News Special: Dublin's Doomsday plan (released this week under the thirty year rule by Department of justice and Home Office)
The year 1974 was one of the most tumultuous of the Troubles. The power-sharing executive took office in January - only to be toppled by the Ulster Workers' Council strike five months later, and 303 people were murdered, including 206 civilians. Just-released Irish state papers reveal how the Republic's government considered 'Doomsday' plans to recruit 100,000 troops in case British withdrawal prompted widespread civil war in Ulster. TOP secret 'Doomsday' plans were drawn up by the Dublin government 30 years ago in case British withdrawal prompted a civil war, and - in the worst-case scenario - led to an Irish army takeover of Northern Ireland.
Made public for the first time yesterday by the Republic's National Archive, secret files from 1974 indicate there was widespread alarm that Harold Wilson's new Labour Government would change its policy, and opt to pull out.
Drawn up in the wake of the collapse of the five-month-old Sunningdale power-sharing administration - brought down by the Ulster Workers' Council strike in May - the report shows senior officials were not expecting an "abrupt" withdrawal.
However, statements following the collapse of Sunningdale indicated that a rejection of British proposals for a settlement "must inevitably lead to a reappraisal of the whole Great Britain-Northern Ireland relationship", according to one of the files.

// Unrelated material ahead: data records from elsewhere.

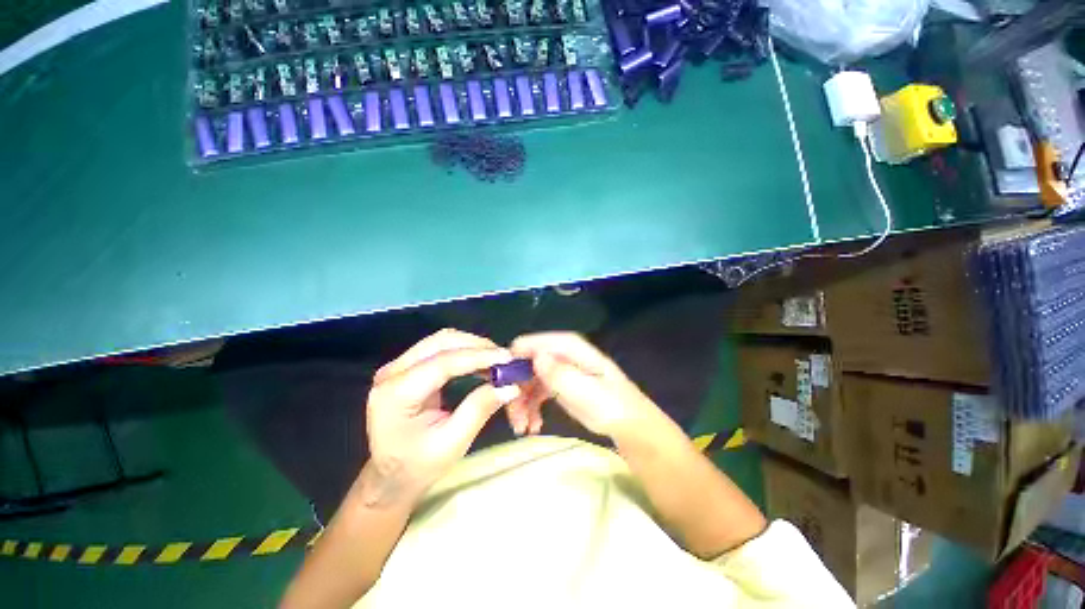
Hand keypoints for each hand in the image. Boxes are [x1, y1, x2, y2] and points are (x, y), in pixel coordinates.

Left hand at [363, 329, 520, 505]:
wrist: (388, 477)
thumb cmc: (416, 467)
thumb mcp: (451, 445)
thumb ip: (479, 410)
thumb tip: (510, 386)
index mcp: (395, 395)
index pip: (443, 363)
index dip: (478, 357)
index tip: (507, 358)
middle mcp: (392, 373)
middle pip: (441, 342)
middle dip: (477, 346)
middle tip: (505, 359)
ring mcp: (398, 367)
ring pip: (442, 341)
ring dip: (472, 346)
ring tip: (496, 360)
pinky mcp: (407, 367)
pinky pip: (440, 348)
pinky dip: (464, 351)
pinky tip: (480, 362)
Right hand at [509, 332, 660, 440]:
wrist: (628, 424)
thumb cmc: (612, 406)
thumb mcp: (587, 391)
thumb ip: (560, 373)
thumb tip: (535, 357)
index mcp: (568, 346)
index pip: (530, 344)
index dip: (512, 362)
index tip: (502, 387)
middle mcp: (559, 353)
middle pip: (525, 363)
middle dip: (516, 388)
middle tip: (514, 417)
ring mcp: (558, 368)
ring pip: (527, 379)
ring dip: (521, 402)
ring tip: (522, 427)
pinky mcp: (558, 383)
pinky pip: (535, 391)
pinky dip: (530, 407)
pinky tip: (532, 426)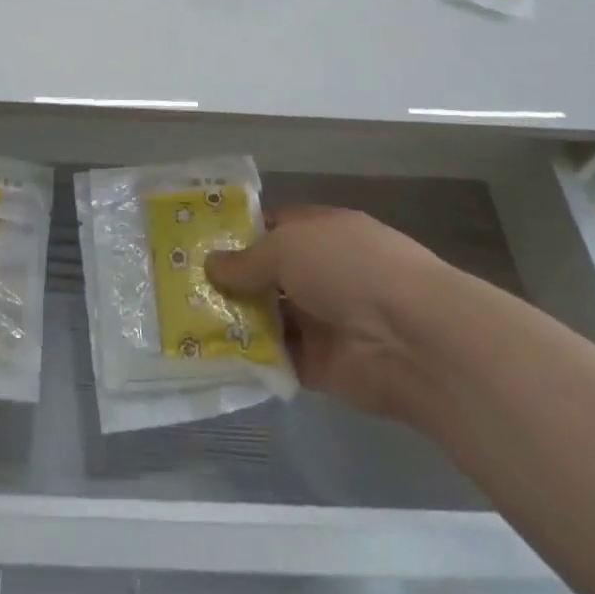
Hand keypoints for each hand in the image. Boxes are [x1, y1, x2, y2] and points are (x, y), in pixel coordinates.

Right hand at [207, 206, 447, 422]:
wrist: (412, 338)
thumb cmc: (348, 268)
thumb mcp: (287, 247)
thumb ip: (247, 260)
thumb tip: (211, 265)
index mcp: (321, 231)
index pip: (273, 227)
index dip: (239, 234)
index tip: (198, 243)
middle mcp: (323, 272)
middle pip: (269, 275)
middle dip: (231, 281)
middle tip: (182, 286)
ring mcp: (324, 320)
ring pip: (271, 317)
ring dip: (238, 321)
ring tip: (188, 322)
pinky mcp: (324, 366)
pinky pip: (280, 359)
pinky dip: (254, 359)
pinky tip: (214, 356)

After a visit to Britain, an SDLP delegation told members of the Dublin government "there is a smell of it (withdrawal) in the air".
The report says "impressions from a meeting between the Taoiseach and Mr Wilson in April this year, and the views of a number of elected representatives from Northern Ireland, tend to bear out the view that feeling at constituency level in the UK in favour of withdrawal is a great deal stronger than it is expressed to be, in public, by British ministers".
It was against this background that then-Taoiseach Liam Cosgrave's Fine Gael/Labour coalition cabinet ordered, in July 1974, that a special Northern Ireland unit of senior officials should be beefed-up to make emergency plans.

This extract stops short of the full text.